Latin America Debate
Full Debate: Read Full DebateLord Brennan
Main Page: Lord Brennan (Non-affiliated - Life peer)Department Debates - View all Lord Brennan's debates with the Foreign, Commonwealth & Development Office
(11 months, 3 weeks ago)
Lords ChamberMy Lords, I congratulate the noble Baroness, Lady Hooper, on introducing this debate, which is so important. I remind the House of my interests in Latin America, which are set out in the register, including advising companies and investors on how get into Latin America and once they are there to make a success of it, and vice versa, from there to here. My wife is patron of the Anglo Latin American Foundation, which supports poor and needy children on that continent.
Our country’s relationship with the countries of Latin America has been of historic duration. A key figure was George Canning. As Foreign Secretary and Prime Minister in the 1820s, he chose to persuade our Government to recognise the new countries and states that were setting themselves up on the Latin American continent. He shared wisdom and foresight, hence his statue in Parliament Square, put up within a few years of his death, and hence the blue plaque on his house in Berkeley Square. It says simply but nobly “George Canning”, his birth and death years below, and, in the middle, one word: “statesman”. He recognised the creation of a group of nations that had a long-term future with which we should be associated.
Let us remember that it is not just the rich and famous companies or people who went to Latin America. Cornish tin miners mined in Mexico when tin stopped being mined in Cornwall. Welsh farmers set up farms in Patagonia, and the Welsh community there is still extant a couple of hundred years later. In London now, we count ourselves lucky to have top-class diplomats from these countries, working hard in their interests and ours, two of whom are in the Gallery today, from Peru and Costa Rica.
What about the future? Latin America is approaching 700 million people. They are educated people, with a high literacy rate in most countries. They know what they are doing. It is the largest net food exporter territory in the world. The beef exports are world famous. The next time you buy a tin of Fray Bentos, have a look. Fray Bentos was the port in Uruguay through which the beef in the tin came from there to here—hence Fray Bentos, started by the Vestey family here in England.
Argentina has a huge shale field for oil and gas. Brazil, Argentina and Mexico are three very important countries for oil and gas. As for renewable energy, solar intensity is very high in some areas of Latin America. The winds are long and strong in some areas. They are ready for renewable energy and for us to help them.

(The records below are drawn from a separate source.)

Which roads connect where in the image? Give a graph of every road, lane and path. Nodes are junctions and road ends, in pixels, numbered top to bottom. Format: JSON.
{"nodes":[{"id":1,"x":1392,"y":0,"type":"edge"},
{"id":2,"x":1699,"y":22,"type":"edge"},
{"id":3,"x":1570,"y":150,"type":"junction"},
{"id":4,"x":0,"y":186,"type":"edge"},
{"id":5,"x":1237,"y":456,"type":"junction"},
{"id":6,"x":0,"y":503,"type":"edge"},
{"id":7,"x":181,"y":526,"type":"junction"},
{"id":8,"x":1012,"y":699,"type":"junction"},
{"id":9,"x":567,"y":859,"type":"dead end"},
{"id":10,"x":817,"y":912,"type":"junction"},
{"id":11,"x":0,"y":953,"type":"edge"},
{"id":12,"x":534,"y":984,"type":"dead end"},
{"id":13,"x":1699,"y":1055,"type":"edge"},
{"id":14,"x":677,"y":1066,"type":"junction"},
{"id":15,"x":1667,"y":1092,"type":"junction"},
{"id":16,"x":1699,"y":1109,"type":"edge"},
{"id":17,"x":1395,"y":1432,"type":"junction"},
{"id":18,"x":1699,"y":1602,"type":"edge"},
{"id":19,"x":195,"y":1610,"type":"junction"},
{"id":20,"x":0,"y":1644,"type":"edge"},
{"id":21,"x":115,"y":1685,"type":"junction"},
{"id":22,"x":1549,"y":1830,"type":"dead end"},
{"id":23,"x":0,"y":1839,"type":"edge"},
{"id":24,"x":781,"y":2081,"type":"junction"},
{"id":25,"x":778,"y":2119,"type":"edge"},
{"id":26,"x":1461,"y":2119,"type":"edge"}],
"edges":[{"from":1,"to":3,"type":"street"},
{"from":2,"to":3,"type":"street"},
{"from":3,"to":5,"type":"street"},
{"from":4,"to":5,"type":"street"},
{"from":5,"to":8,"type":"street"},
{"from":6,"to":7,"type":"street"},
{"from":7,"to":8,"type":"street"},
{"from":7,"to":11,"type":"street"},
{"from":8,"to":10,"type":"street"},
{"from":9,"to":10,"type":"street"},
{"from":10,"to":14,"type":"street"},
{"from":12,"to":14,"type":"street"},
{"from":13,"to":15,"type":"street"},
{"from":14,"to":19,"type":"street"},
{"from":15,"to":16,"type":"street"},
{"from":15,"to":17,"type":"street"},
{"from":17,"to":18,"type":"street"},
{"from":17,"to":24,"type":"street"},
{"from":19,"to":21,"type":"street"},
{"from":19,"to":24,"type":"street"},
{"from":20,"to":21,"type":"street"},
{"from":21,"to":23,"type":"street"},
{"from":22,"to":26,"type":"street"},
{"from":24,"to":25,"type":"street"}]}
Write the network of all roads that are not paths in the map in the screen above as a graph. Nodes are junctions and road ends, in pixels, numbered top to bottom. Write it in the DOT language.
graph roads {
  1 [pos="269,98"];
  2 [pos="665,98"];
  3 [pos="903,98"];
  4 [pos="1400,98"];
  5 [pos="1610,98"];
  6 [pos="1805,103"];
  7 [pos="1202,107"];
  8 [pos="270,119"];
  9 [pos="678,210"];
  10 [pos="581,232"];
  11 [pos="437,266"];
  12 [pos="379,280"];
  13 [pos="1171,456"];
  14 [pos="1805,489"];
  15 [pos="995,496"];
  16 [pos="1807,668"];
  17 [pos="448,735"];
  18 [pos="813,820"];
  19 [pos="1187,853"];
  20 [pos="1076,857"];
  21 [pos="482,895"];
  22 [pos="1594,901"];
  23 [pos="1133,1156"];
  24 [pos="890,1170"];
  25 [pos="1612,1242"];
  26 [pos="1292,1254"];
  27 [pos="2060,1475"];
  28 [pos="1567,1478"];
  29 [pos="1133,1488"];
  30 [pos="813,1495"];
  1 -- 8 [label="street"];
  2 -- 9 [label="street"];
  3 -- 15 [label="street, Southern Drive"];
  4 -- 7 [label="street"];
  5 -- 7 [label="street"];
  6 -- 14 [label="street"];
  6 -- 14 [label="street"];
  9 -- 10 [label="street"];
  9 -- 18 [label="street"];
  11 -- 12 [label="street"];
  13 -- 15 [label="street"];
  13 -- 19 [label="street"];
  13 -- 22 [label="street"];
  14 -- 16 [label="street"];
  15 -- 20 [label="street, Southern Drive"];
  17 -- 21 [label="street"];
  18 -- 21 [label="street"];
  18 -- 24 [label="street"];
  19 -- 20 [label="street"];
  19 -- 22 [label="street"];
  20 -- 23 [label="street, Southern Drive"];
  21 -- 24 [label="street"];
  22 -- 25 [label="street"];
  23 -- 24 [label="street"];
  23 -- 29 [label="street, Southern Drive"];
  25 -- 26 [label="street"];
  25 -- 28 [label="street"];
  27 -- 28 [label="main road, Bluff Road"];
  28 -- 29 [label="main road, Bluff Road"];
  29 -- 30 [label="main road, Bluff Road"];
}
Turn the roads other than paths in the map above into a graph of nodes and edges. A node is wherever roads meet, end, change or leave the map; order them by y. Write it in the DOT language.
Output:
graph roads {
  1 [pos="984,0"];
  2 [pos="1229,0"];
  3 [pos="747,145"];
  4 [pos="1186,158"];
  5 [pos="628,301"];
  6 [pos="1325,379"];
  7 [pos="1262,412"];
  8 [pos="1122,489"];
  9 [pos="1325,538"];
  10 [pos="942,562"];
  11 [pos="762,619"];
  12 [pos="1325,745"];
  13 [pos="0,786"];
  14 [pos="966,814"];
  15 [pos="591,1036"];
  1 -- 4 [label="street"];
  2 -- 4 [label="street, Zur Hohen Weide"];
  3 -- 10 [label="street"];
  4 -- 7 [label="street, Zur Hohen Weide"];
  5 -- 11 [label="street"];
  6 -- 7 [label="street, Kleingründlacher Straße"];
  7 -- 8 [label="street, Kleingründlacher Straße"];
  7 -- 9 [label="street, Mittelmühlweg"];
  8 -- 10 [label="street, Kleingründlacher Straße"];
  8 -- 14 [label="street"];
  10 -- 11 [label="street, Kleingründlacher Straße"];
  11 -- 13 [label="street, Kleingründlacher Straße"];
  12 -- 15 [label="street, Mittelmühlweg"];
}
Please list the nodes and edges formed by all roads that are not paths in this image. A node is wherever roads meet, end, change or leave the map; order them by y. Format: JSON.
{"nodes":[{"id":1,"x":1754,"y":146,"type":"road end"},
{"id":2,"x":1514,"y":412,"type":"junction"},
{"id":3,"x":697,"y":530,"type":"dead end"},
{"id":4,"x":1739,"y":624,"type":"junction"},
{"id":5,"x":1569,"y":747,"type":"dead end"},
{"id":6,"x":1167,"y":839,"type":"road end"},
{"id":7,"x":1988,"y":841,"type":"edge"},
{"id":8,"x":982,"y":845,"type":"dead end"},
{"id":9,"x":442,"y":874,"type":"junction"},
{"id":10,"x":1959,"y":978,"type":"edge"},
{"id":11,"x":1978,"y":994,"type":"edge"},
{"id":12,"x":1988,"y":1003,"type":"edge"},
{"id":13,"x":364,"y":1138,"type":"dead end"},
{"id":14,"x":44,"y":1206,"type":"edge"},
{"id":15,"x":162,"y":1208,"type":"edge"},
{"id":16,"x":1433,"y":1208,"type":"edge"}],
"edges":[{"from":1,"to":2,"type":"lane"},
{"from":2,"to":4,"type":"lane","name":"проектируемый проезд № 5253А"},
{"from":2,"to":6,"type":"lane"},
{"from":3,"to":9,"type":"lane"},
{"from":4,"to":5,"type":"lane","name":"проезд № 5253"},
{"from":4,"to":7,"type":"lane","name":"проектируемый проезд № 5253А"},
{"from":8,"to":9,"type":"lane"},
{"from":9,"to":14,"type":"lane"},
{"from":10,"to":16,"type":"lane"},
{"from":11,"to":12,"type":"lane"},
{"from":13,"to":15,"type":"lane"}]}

The noble Lord, Lord Griffiths, mentioned Guyana, which is a member of the British Commonwealth. It was colonised as a new country by us in the 18th and 19th centuries. Last Friday, 1 December, the International Court of Justice, in front of which there is a case about the territorial claim by Venezuela, made a statement requiring Venezuela not to take any action involving Guyana until the court had made a judgment. I trust that our Government will stand by that attitude of the ICJ. On Sunday in Venezuela, a “referendum vote”—in inverted commas—is supposed to have asked the people of the country to help invade the disputed territory, which has plenty of oil and gas. We must help as and when required—certainly, diplomatically.
There is plenty of mining of the strategic minerals of lithium and nickel in the southern Andes. We have listed on our stock exchange the largest precious metals company in Mexico, Fresnillo, and the largest mining company in Peru, Hochschild, because we value the benefit of their business internationally.
I turn to the climate change of the future. Of all the global places about which we have heard, the Amazon rainforest is probably the last place where the world is breathing safely. Let us help Brazil in particular to look after that important sector.
Let us be careful, because China is in Latin America—big time. The trade between China and Argentina is measured in billions of US dollars. China is helping to build a new railway system in Argentina, and—hear this—it wants to open a Chinese subsidiary port in a place called Ushuaia in the deep south of Argentina, opposite the Falklands and next to Antarctica. It is on the Atlantic coast, not the Chinese-facing Pacific. This is serious stuff.
Therefore, let us look for a balanced relationship. This is an important part of the world. Its countries will look to us in the future as they have done in the past. As we start the third century of our long-term relationships, let us go to it.